Dalam prosesnya, ia bahkan berhubungan langsung dengan seorang perempuan yang terlibat dalam penyerangan di Paris pada November lalu.
"Saya mencoba mendapatkan paspor untuk pergi ke Suriah. Saya punya beberapa nama dan kontak, dan perempuan ini menyapa saya di jejaring sosial. Ia ingin ke Suriah dengan seseorang. Dia tidak mau pergi sendiri. Ia juga mencoba mengontrol semua yang saya lakukan," ujar Joanna kepada
CNN dari pinggiran kota Paris.
ADVERTISEMENT
SCROLL TO CONTINUE WITH CONTENT
Menurut ibunya, sebut saja Jeanne, Joanna memang memiliki ketertarikan terhadap agama sejak masih kecil.
Layaknya kebanyakan warga Perancis, Joanna (bukan nama sebenarnya) juga tumbuh dalam ajaran Katolik. Sejak kecil, menurut ibunya, Joanna merupakan anak cerdas yang selalu ingin tahu dan cepat belajar.
"Saat masih bayi, ia sangat cepat mengucap kata, belajar warna. Dia sangat aktif dan cepat bosan. Ketika berusia enam atau tujuh tahun, ia sangat tertarik dengan agama dan ia memutuskan untuk bekerja di gereja," tutur Jeanne.
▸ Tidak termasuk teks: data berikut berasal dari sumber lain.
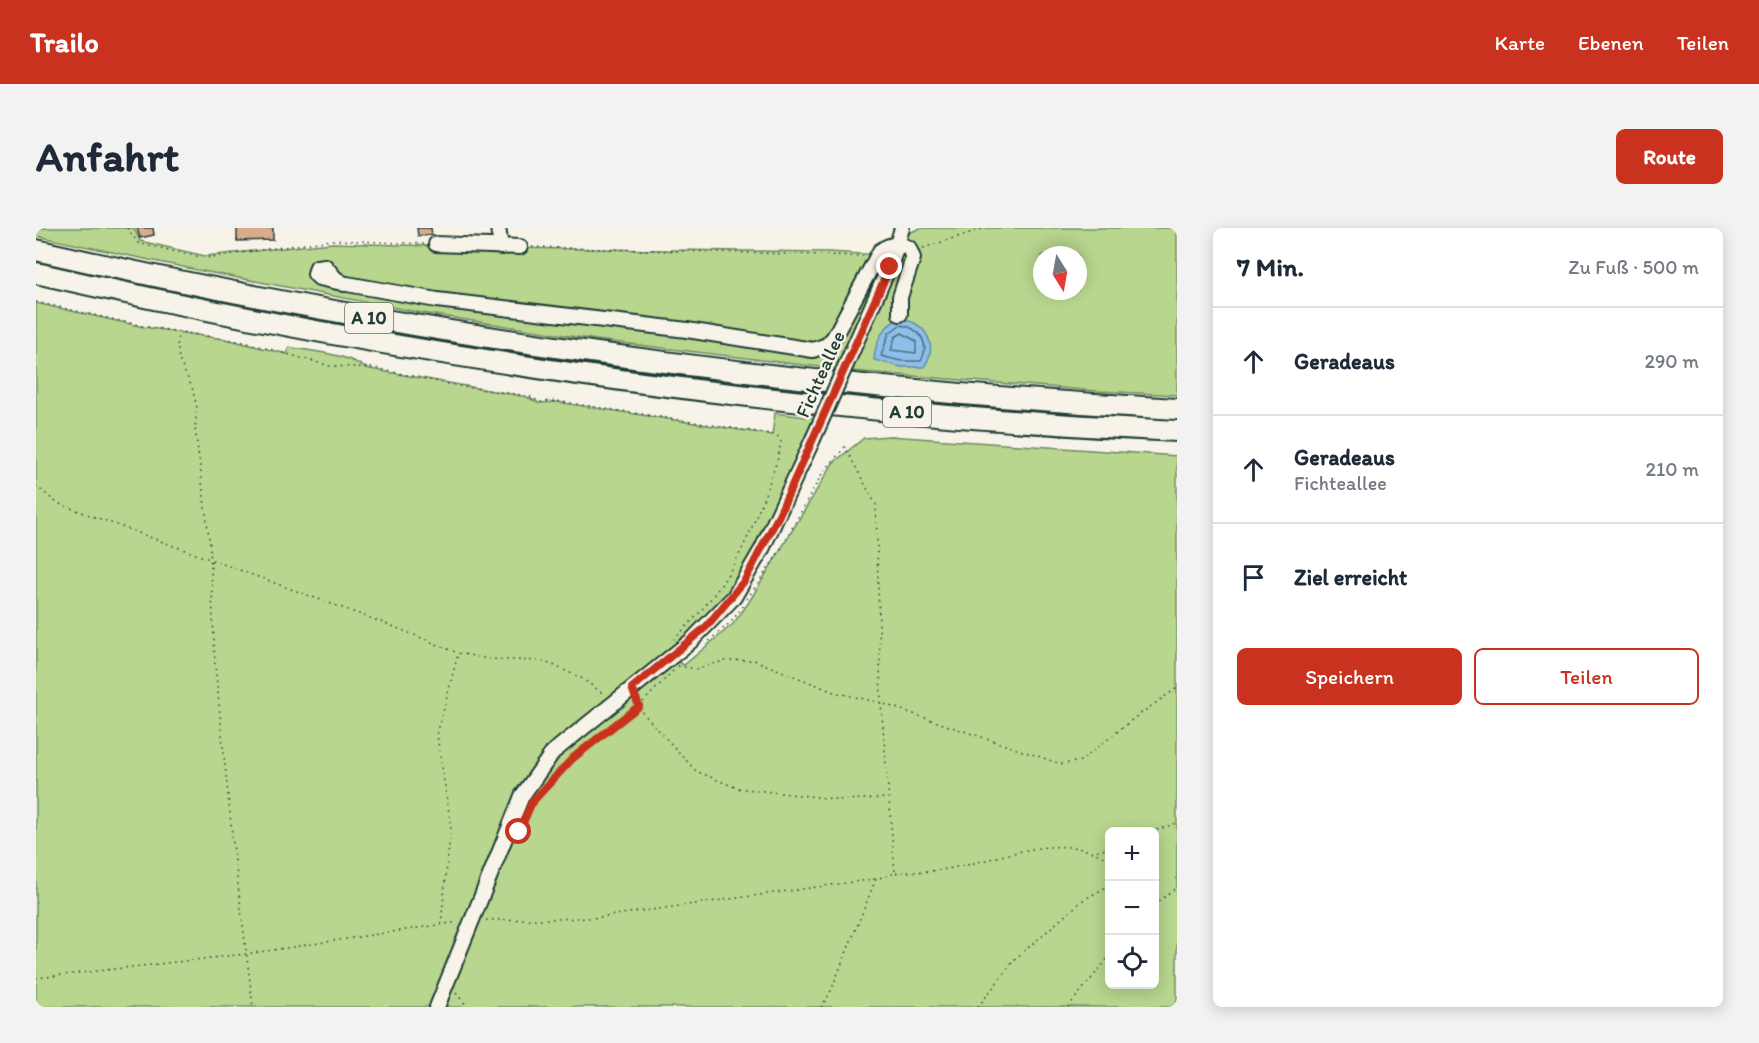 <!DOCTYPE html>
<html lang="de">
<head>
<meta charset="utf-8">
<style>
	body { margin:0; font-family:Itim,sans-serif; background:#f2f2f3; color:#1f2937 }
	.controls { position:absolute; right:18px; bottom:18px; display:grid; overflow:hidden; border-radius:9px; box-shadow:0 3px 15px #0003 }
	.controls button { width:54px; height:54px; display:grid; place-items:center; padding:0; border:0; border-bottom:2px solid #e0e1e3; background:#fff; color:#1f2937; font:30px sans-serif }
	.compass { position:absolute; left:997px; top:18px; width:54px; height:54px; border-radius:50%; background:#fff; box-shadow:0 3px 15px #0003; rotate:169deg }
	.stop { position:absolute; width:18px; height:18px; margin:-14px; border:4px solid #c8321e; border-radius:50%; background:#fff }
	.stop.end { background:#c8321e; border-color:#fff; box-shadow:0 2px 6px #0008 }
	.list { margin:0; padding:0; list-style:none }
	h2 { display:flex; justify-content:space-between; align-items:center; height:78px; margin:0; padding:0 24px; font-size:26px }
	h2 small { font-size:20px; font-weight:400; color:#747a83 }
	.list li { display:grid; grid-template-columns:39px 1fr auto; gap:18px; align-items:center; box-sizing:border-box; height:108px; padding:0 24px; border-top:2px solid #e0e1e3 }
	.list b { display:block; font-size:22px; white-space:nowrap }
	.list p { margin:0; font-size:20px; white-space:nowrap; color:#747a83 }
	.list em { font-size:20px; font-style:normal; color:#747a83 }
	.actions { display:flex; gap:12px; padding:18px 24px }
	.actions a { flex:1; padding:14px 0; border:2px solid #c8321e; border-radius:9px; text-align:center; font-size:21px; color:#c8321e }
	.actions .main { background:#c8321e; color:#fff }
	.icon { flex:none; width:33px; height:33px; fill:none; stroke:currentColor; stroke-width:2; stroke-linecap:round; stroke-linejoin:round }
	.map { position:relative; flex:none; width:1141px; height:779px; overflow:hidden; border-radius:9px }
	header { display:flex; align-items:center; gap:36px; box-sizing:border-box; height:84px; padding:0 30px; background:#c8321e; color:#fff }
	header strong { font-size:28px }
	nav { display:flex; gap:33px; margin-inline-start:auto; font-size:21px }
	.intro { display:flex; align-items:center; justify-content:space-between; box-sizing:border-box; height:144px; padding:0 36px }
	h1 { margin:0; font-size:42px }
	.button { padding:15px 27px; border-radius:9px; background:#c8321e; color:#fff; font-size:21px; font-weight:700 }
	main { display:flex; gap:36px; padding:0 36px }
	aside { flex:1; background:#fff; border-radius:9px; box-shadow:0 3px 15px #0003 }
	.map>svg:first-child { display:block }
	.green { fill:#b8d68e; stroke:#6c8a61; stroke-width:1.5; fill-rule:evenodd }
	.water { fill:#8ebfea; stroke:#628ba1; stroke-width:1.5 }
	.lines { fill:none; stroke-linecap:round; stroke-linejoin:round }
	.shore { stroke:#4b717d; stroke-width:1.5 }
	.building { fill:#daaa8c; stroke:#1f3d34; stroke-width:1.5 }
	.minor-casing { stroke:#1f3d34; stroke-width:18 }
	.highway-casing { stroke:#1f3d34; stroke-width:24 }
	.path { stroke:#1f3d34; stroke-width:1.5; stroke-dasharray:1.5 4.5; stroke-linecap:butt }
	.minor { stroke:#f7f3e8; stroke-width:14 }
	.highway { stroke:#f7f3e8; stroke-width:20 }
	.minor-bridge-casing { stroke:#1f3d34; stroke-width:18; stroke-linecap:butt }
	.minor-bridge { stroke:#f7f3e8; stroke-width:14 }
	.route { stroke:#c8321e; stroke-width:8 }
	.labels { text-anchor:middle; stroke-width:5; stroke-linejoin:round; paint-order:stroke }
	.shield { fill:#f7f3e8; stroke:#60746a; stroke-width:1.5 }
	.shield-label { font-size:18px; font-weight:bold; fill:#1f3d34 }
	.street-label { font-size:20px; fill:#1f3d34; stroke:#f7f3e8 }
</style>
</head>
<body>
<header>
<strong>Trailo</strong>
<nav><a>Karte</a><a>Ebenen</a><a>Teilen</a></nav>
</header>
<div class="intro"><h1>Anfahrt</h1><a class="button">Route</a></div>
<main>
<div class="map">
<svg width="1141" height="779" viewBox="0 0 1141 779">
	<rect width="100%" height="100%" fill="#f7f3e8"/>
	<filter id="ink" filterUnits="userSpaceOnUse"><feTurbulence type="fractalNoise" baseFrequency=".0167" numOctaves="2"/><feDisplacementMap in="SourceGraphic" scale="12" xChannelSelector="R" yChannelSelector="G"/><feConvolveMatrix kernelMatrix="1 2 1 2 8 2 1 2 1" color-interpolation-filters="sRGB"/></filter>
	<g filter="url(#ink)">
		<g class="green">
			<path d="M 0,0 L 98,0 L 104,13 L 169,28 L 296,15 L 465,20 L 793,24 L 844,27 L 871,6 L 884,0 L 1141,0 L 1141,167 L 1061,163 L 815,143 L 859,41 L 801,141 L 560,112 L 386,85 L 161,42 L 0,8 ZM 1006,27 L 1042,27 L 1042,63 L 1006,63 Z"/>
			<path d="M 0,75 L 108,99 L 194,112 L 251,126 L 253,119 C 277,124 309,125 329,140 L 491,169 L 503,175 L 521,174 L 736,207 L 739,185 L 779,190 L 732,298 L 699,358 L 638,432 L 648,437 L 697,396 L 713,374 L 797,235 L 828,210 L 853,208 L 1141,228 L 1141,779 L 0,779 ZM 1074,604 L 1118,604 L 1118,756 L 1074,756 Z"/>
		</g>
		<path class="water" d="M 864,91 C 890,94 903,117 888,139 L 865,139 L 838,132 C 839,115 847,96 864,91 Z"/>
		<g class="lines">
			<g class="shore">
				<path d="M 864,97 C 883,99 895,115 885,133 L 865,133 L 845,128 L 853,105 Z"/>
				<path d="M 866,105 L 880,113 L 880,125 L 855,122 L 859,109 Z"/>
			</g>
		</g>
		<g class="building">
			<path d="M 101,0 L 117,0 L 118,7 L 104,10 Z"/>
			<path d="M 201,0 L 237,0 L 237,12 L 201,13 Z"/>
			<path d="M 381,0 L 395,0 L 396,7 L 382,8 Z"/>
		</g>
		<g class="lines">
			<g class="minor-casing">
				<g id="minor">
					<path d="M 462,0 L 465,19"/>
					<path d="M 400,16 L 484,19"/>
					<path d="M 308,56 L 299,50 L 289,38 L 281,39 L 279,46 L 283,50 L 311,56 L 401,72 L 651,102 L 777,122 L 791,117 L 798,109 L 844,23 C 853,16 863,15 873,20 L 877,30 L 864,69 L 864,86"/>
					<path d="M 817,121 L 857,30 L 866,0"/>
					<path d="M 401,779 L 486,568 L 517,524 L 655,413 L 698,369 L 726,321 L 777,211"/>
				</g>
			</g>
			<g class="highway-casing">
				<g id="highway">
					<path d="M 0,22 C 375,108 757,160 1141,181"/>
					<path d="M 0,45 C 375,131 757,185 1141,203"/>
				</g>
			</g>
			<g class="path">
				<path d="M 91,0 L 102,15 L 169,30 L 296,12 L 390,16"/>
				<path d="M 496,19 L 827,28"/>
				<path d="M 887,20 L 949,0"/>
				<path d="M 0,74 L 107,98 L 208,114 L 294,138 L 339,140 L 422,158 L 493,168 L 504,174 L 521,173 L 741,207 L 745,214 L 742,230 C 715,306 699,353 638,411"/>
				<path d="M 144,104 L 141,112 L 143,132 L 156,159 L 161,180 L 159,200 L 174,317 L 179,437 L 197,616 L 217,779"/>
				<path d="M 0,258 L 21,275 L 361,400 L 422,425 L 453,431 L 504,433 L 517,437 L 545,450 L 568,466"/>
				<path d="M 711,371 L 740,329 L 786,246 L 809,219 L 840,277 L 845,475 L 859,645 L 840,651 L 794,765 L 785,779"/>
				<path d="M 673,413 L 695,394 L 707,378"/>
				<path d="M 642,438 L 660,441 L 688,433 L 718,432 L 798,464 L 845,475 L 1025,536 L 1045,533 L 1097,491 L 1141,460"/>
				<path d="M 601,473 L 605,483 L 660,543 L 701,560 L 807,572 L 852,570"/>
				<path d="M 500,570 L 537,530 L 603,478 L 637,443"/>
				<path d="M 1115,604 L 1141,595"/>
				<path d="M 1055,623 L 1074,621"/>
				<path d="M 860,645 C 878,643 898,644 916,640 C 966,631 1027,601 1074,633"/>
				<path d="M 1118,677 L 1141,659"/>
				<path d="M 450,692 L 557,690 L 839,651"/>
				<path d="M 405,696 L 415,598 L 401,507 L 422,426"/>
				<path d="M 0,750 L 210,726 L 422,694"/>
				<path d="M 420,765 L 432,779"/>
				<path d="M 942,779 L 979,731 L 1047,672 L 1074,657"/>
				<path d="M 1032,779 L 1074,728"/>
			</g>
			<use href="#minor" class="minor"/>
			<use href="#highway" class="highway"/>
			<g class="minor-bridge-casing">
				<path id="minor-bridge" d="M 777,211 L 817,121"/>
			</g>
			<use href="#minor-bridge" class="minor-bridge"/>
		</g>
	</g>
	<g class="lines" filter="url(#ink)">
		<path class="route" d="M 483,604 L 496,574 L 537,530 L 603,478 L 596,460 L 670,399 L 709,352 L 742,289 L 854,39"/>
	</g>
	<g class="labels">
		<g class="shield">
			<rect x="309" y="75" width="48" height="30" rx="4.5"/>
			<rect x="847" y="169" width="48" height="30" rx="4.5"/>
		</g>
		<g class="shield-label">
			<text x="333" y="96">A 10</text>
			<text x="871" y="190">A 10</text>
		</g>
		<g class="street-label">
			<text transform="translate(784 146) rotate(-66)" y="7">Fichteallee</text>
		</g>
	</g>
</svg>
<div class="controls">
<button>+</button>
<button>−</button>
<button><svg class="icon" aria-label="locate" viewBox="0 0 24 24"><circle cx="12" cy="12" r="6"/><path d="M12 2v4M12 18v4M2 12h4M18 12h4"/></svg></button>
</div>
<svg class="compass" viewBox="-18 -18 36 36"><path d="M0-13l5 13h-10z" fill="#e53935"/><path d="M0 13l5-13h-10z" fill="#747a83"/></svg>
<div class="stop" style="left:483px;top:604px"></div>
<div class="stop end" style="left:854px;top:39px"></div>
</div>
<aside>
<h2>7 Min.<small>Zu Fuß · 500 m</small></h2>
<ul class="list">
<li><svg class="icon" aria-label="ahead" viewBox="0 0 24 24"><path d="M12 20V5M6 11l6-6 6 6"/></svg><div><b>Geradeaus</b></div><em>290 m</em></li>
<li><svg class="icon" aria-label="ahead" viewBox="0 0 24 24"><path d="M12 20V5M6 11l6-6 6 6"/></svg><div><b>Geradeaus</b><p>Fichteallee</p></div><em>210 m</em></li>
<li><svg class="icon" aria-label="arrive" viewBox="0 0 24 24"><path d="M6 21V4h12l-3 4 3 4H6"/></svg><div><b>Ziel erreicht</b></div></li>
</ul>
<div class="actions"><a class="main">Speichern</a><a>Teilen</a></div>
</aside>
</main>
</body>
</html>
Namun saat beranjak remaja, Joanna mengatakan bahwa pemahamannya terhadap agama membawanya ke arah berbeda.
"Saya sangat tertarik dengan Kristen, tapi di beberapa titik, ke-Kristen-an tidak memberikan apa yang saya inginkan, tidak menjawab beberapa pertanyaan saya, dan saya tidak suka tradisinya, jadi saya pindah ke Islam," kata Joanna.
Perubahan itu, menurut Joanna, membuatnya menjadi pribadi yang berbeda.
"Saya memiliki banyak teman Muslim. Saya membaca Al-Quran, ketika saya membaca satu halaman, saya selalu ingin membaca bagian lain. Agama ini sepertinya sama dengan apa yang saya inginkan," ucap Joanna.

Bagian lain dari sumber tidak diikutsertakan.